## What you should do
Every line below between the line holding "ring mcp: (230, 174)" and the line holding "ring tip: (223, 93)", inclusive, should be repeated exactly, and all other lines omitted.
--------------------------------
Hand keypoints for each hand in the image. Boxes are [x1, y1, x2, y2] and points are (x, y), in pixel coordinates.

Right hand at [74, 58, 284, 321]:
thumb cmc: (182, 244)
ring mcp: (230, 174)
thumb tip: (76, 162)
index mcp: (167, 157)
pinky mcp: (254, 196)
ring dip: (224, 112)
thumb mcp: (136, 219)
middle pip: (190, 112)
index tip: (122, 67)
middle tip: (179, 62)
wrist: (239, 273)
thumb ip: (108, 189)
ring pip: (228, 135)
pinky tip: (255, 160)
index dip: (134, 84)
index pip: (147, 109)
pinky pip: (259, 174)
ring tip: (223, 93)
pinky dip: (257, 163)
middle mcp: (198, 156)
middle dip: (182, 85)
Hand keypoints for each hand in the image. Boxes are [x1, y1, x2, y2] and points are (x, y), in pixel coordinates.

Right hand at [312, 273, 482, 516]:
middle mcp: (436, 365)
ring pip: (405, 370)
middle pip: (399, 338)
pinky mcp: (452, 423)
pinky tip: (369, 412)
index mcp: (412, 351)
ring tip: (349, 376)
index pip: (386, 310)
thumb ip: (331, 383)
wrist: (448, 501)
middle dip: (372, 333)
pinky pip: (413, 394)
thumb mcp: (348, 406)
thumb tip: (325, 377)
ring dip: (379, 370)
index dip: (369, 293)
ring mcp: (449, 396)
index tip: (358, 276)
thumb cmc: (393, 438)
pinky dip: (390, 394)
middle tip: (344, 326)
--------------------------------
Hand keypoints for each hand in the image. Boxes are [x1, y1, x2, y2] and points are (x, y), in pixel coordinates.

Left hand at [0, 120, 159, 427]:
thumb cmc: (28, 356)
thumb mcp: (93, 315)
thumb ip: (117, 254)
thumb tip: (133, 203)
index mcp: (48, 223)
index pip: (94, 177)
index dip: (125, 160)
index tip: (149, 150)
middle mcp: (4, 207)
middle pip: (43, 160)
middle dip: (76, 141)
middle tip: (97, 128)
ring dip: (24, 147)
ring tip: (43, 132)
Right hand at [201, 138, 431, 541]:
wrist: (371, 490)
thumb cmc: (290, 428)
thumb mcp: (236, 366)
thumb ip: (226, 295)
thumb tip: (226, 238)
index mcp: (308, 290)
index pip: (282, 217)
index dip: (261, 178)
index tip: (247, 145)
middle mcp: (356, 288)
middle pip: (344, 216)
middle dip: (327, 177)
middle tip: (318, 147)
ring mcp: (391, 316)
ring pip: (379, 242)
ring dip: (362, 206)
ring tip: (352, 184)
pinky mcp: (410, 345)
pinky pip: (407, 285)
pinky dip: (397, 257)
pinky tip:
--------------------------------
## Solution to the exercise
ring mcp: (230, 174)
thumb tip: (76, 162)
index mcp: (167, 157)
pinky mcp: (254, 196)
ring dip: (224, 112)
thumb mcp: (136, 219)
middle pip: (190, 112)
index tip: (122, 67)
middle tip: (179, 62)
wrist: (239, 273)
thumb ip: (108, 189)
ring pip: (228, 135)
pinky tip: (255, 160)
index dip: (134, 84)
index pip: (147, 109)
pinky pip: (259, 174)
ring tip: (223, 93)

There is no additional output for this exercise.